Exercise directions: Your answer must consist of exactly the lines below, starting with the line with "middle tip: (829, 957)" and going on through the line with "thumb mcp: (1033, 950)", and nothing else.

[Material to process Boundary: Start]

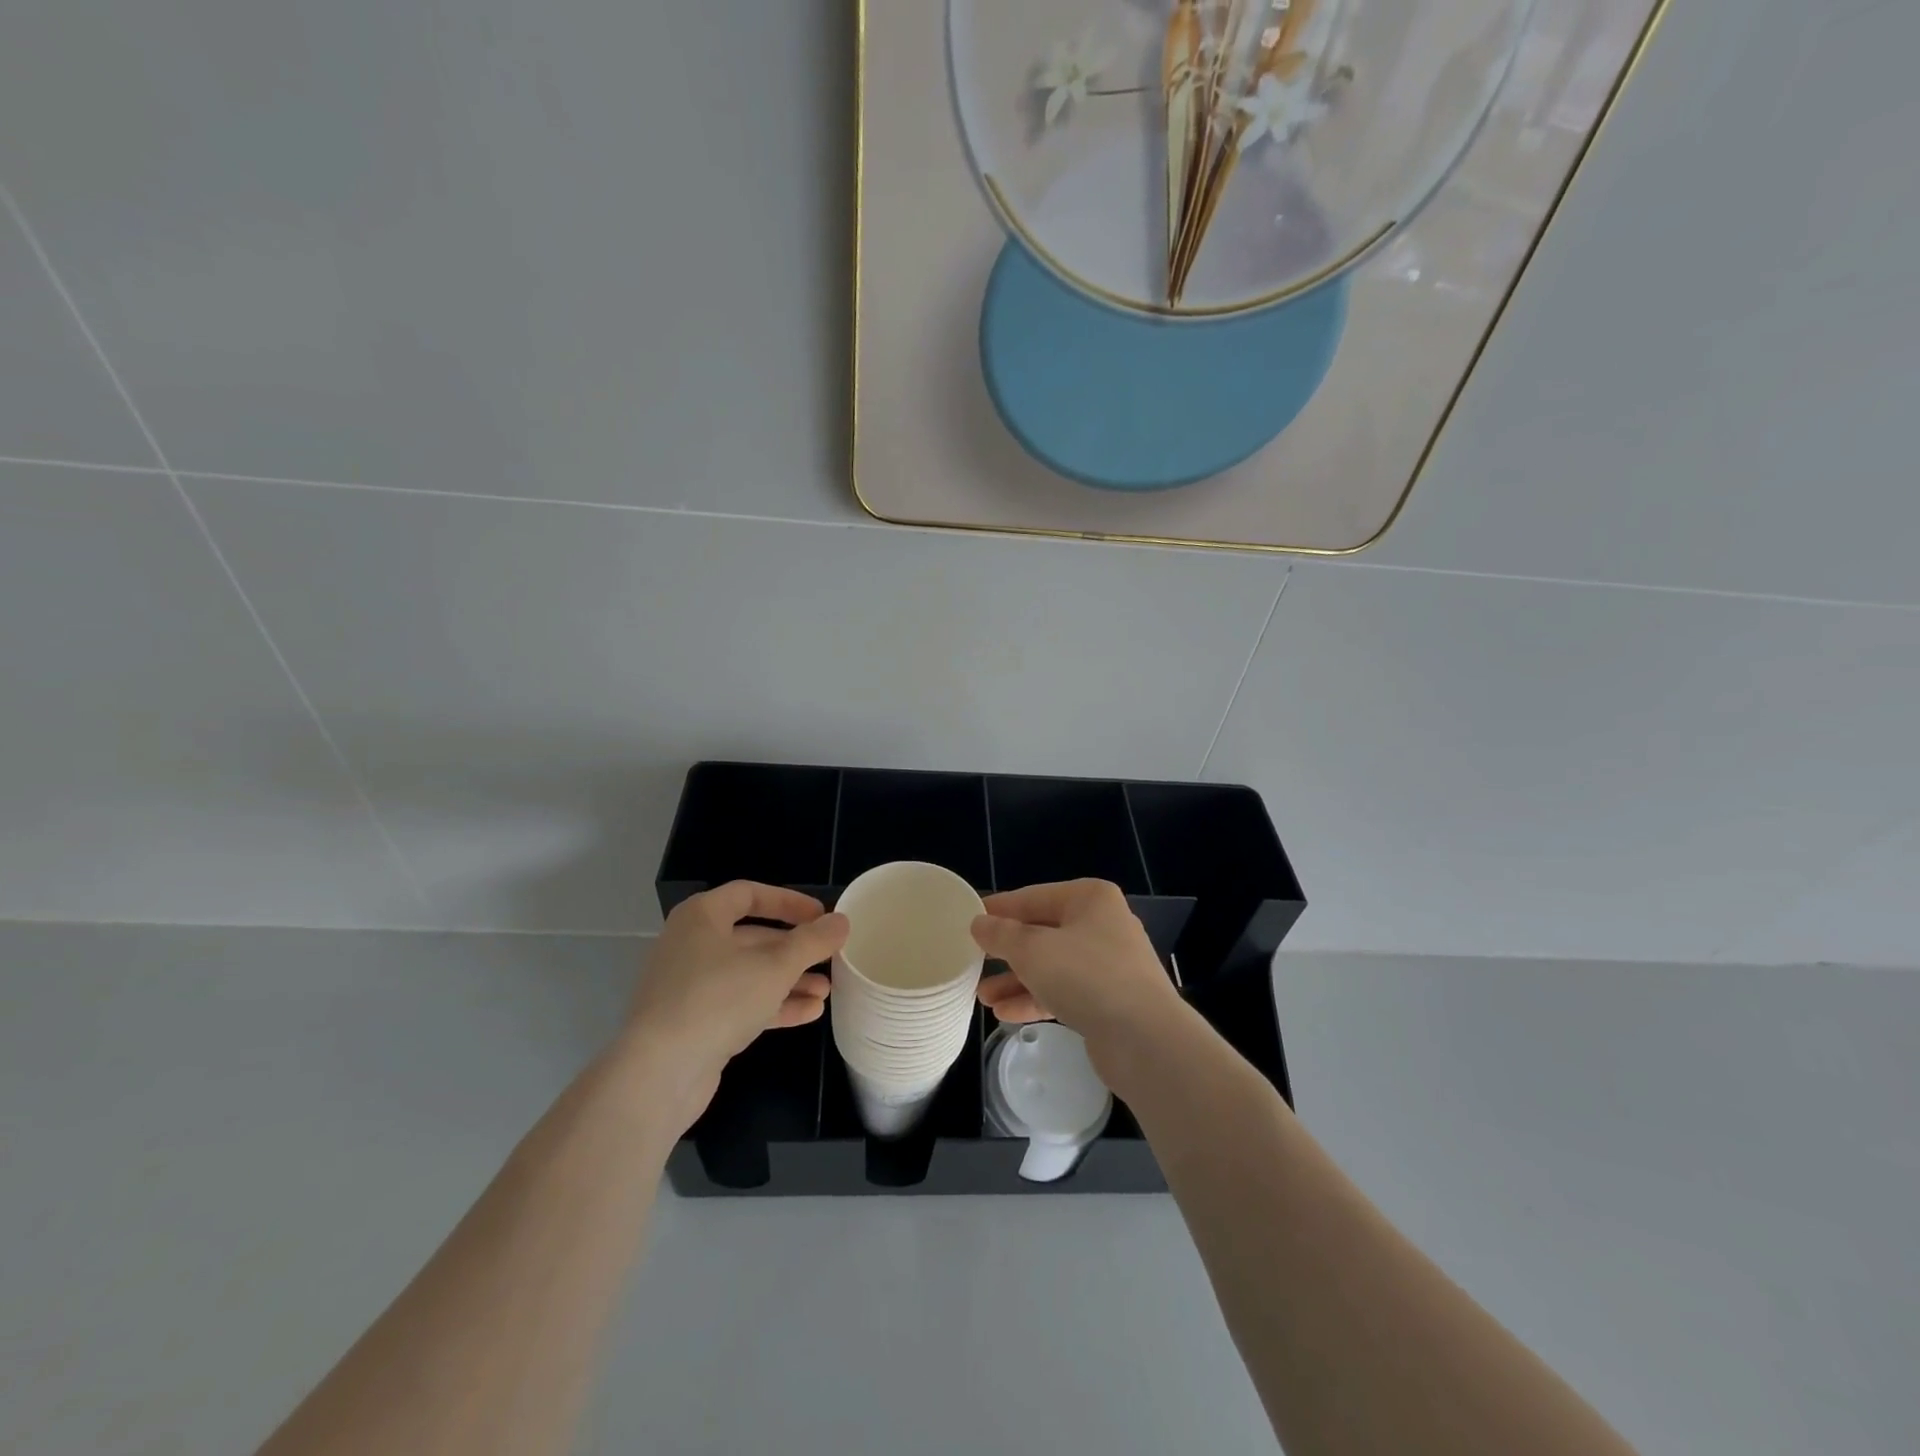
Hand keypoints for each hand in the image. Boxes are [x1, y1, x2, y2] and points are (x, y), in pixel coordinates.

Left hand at [621, 881, 847, 1131]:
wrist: (658, 1074)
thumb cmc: (717, 1000)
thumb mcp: (776, 966)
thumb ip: (812, 941)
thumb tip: (842, 921)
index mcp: (702, 917)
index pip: (750, 894)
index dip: (789, 902)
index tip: (821, 915)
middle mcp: (691, 945)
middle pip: (752, 937)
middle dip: (795, 949)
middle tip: (829, 957)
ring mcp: (689, 986)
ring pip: (748, 974)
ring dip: (788, 980)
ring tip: (826, 991)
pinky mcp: (692, 1023)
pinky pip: (739, 1004)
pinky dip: (772, 1005)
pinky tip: (809, 1013)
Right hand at [971, 879, 1182, 1069]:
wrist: (1146, 1040)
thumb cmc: (1086, 977)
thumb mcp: (1033, 950)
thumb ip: (1001, 934)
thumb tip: (979, 923)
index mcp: (1089, 898)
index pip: (1032, 897)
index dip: (998, 909)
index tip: (967, 921)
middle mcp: (1101, 924)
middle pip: (1042, 931)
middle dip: (1006, 951)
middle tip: (972, 961)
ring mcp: (1108, 964)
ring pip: (1051, 965)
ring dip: (1016, 979)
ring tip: (981, 997)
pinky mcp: (1109, 999)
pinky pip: (1064, 991)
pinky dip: (1035, 998)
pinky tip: (1004, 1014)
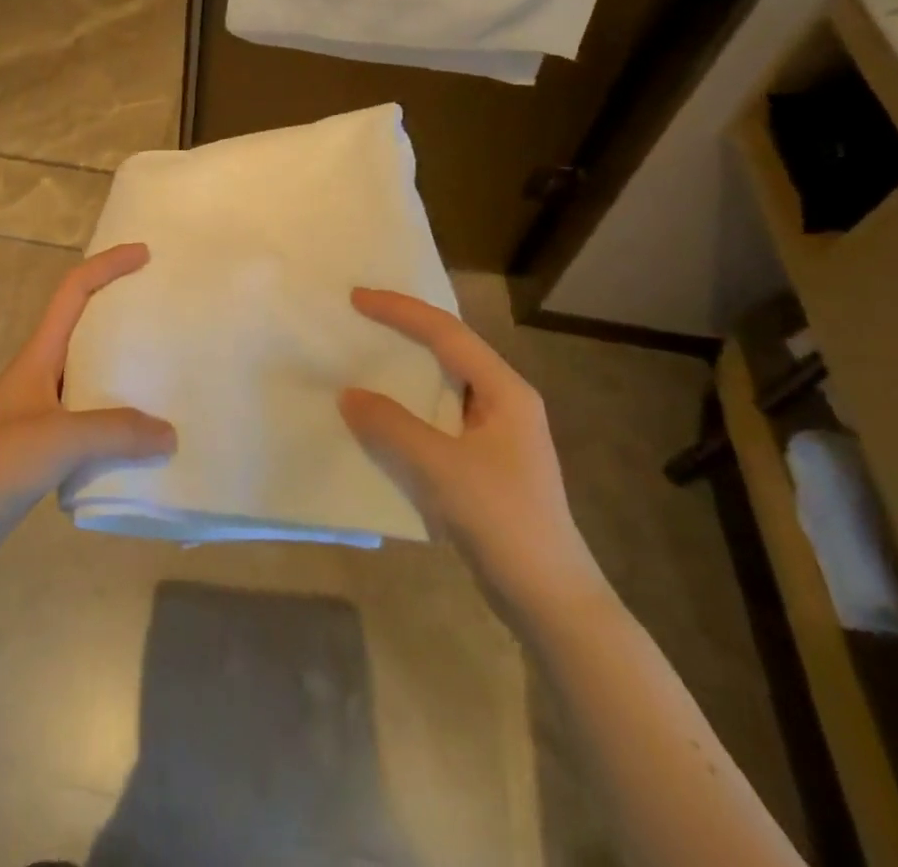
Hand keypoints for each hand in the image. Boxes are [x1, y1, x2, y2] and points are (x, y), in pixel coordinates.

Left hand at [0, 242, 175, 549]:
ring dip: (121, 369)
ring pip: (88, 374)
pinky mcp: (41, 444)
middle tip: (162, 314)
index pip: (74, 292)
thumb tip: (170, 433)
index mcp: (39, 354)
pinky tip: (138, 436)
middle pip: (83, 327)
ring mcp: (38, 409)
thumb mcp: (61, 438)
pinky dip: (114, 416)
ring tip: (162, 374)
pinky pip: (87, 416)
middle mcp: (39, 373)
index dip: (107, 266)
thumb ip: (117, 432)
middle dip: (120, 313)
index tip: (144, 255)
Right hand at [339, 289, 606, 614]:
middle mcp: (503, 402)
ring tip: (363, 358)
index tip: (357, 298)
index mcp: (505, 390)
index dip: (400, 310)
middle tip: (359, 318)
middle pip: (448, 349)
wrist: (550, 599)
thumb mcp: (441, 467)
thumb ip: (391, 425)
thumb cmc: (502, 520)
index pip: (446, 333)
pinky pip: (437, 417)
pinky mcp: (483, 461)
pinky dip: (407, 407)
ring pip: (442, 384)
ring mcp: (496, 433)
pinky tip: (381, 416)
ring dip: (404, 370)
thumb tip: (348, 395)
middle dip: (404, 330)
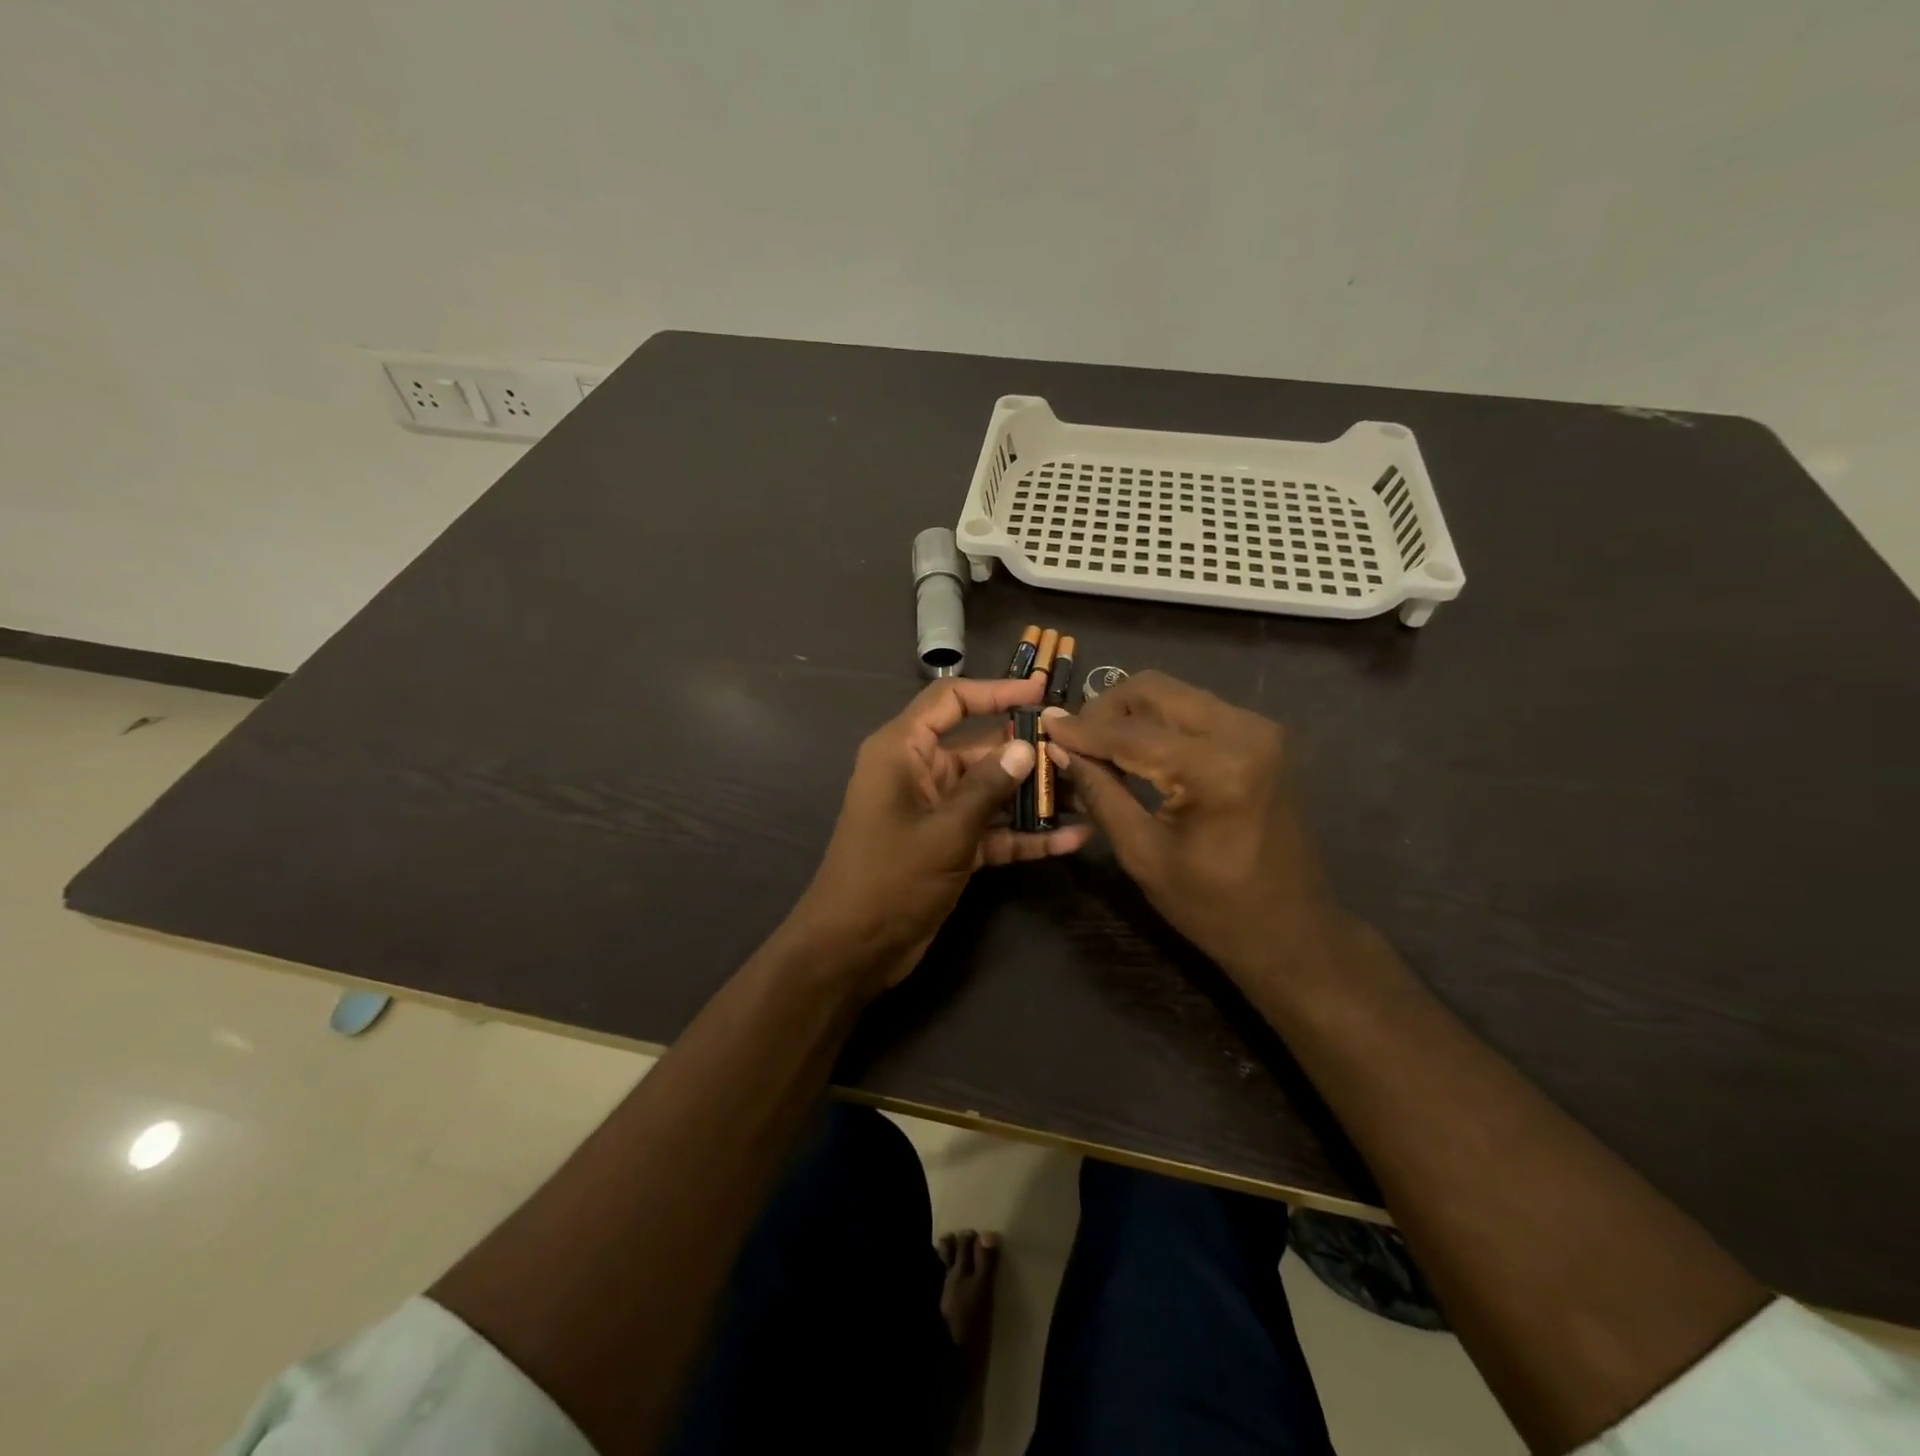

[Material to process Boundary: End]

Task output:
middle tip: (829, 957)
ring mcp: (689, 986)
ring pip: (748, 974)
ring dip: (788, 980)
ring tip: (826, 991)
pinky mcp: (692, 1023)
pinky pip: (739, 1004)
pinky dip: (772, 1005)
pinky tip: (809, 1013)
Right hand at [971, 879, 1182, 1069]:
wrist: (1146, 1040)
thumb cmc: (1086, 977)
thumb mcp: (1033, 950)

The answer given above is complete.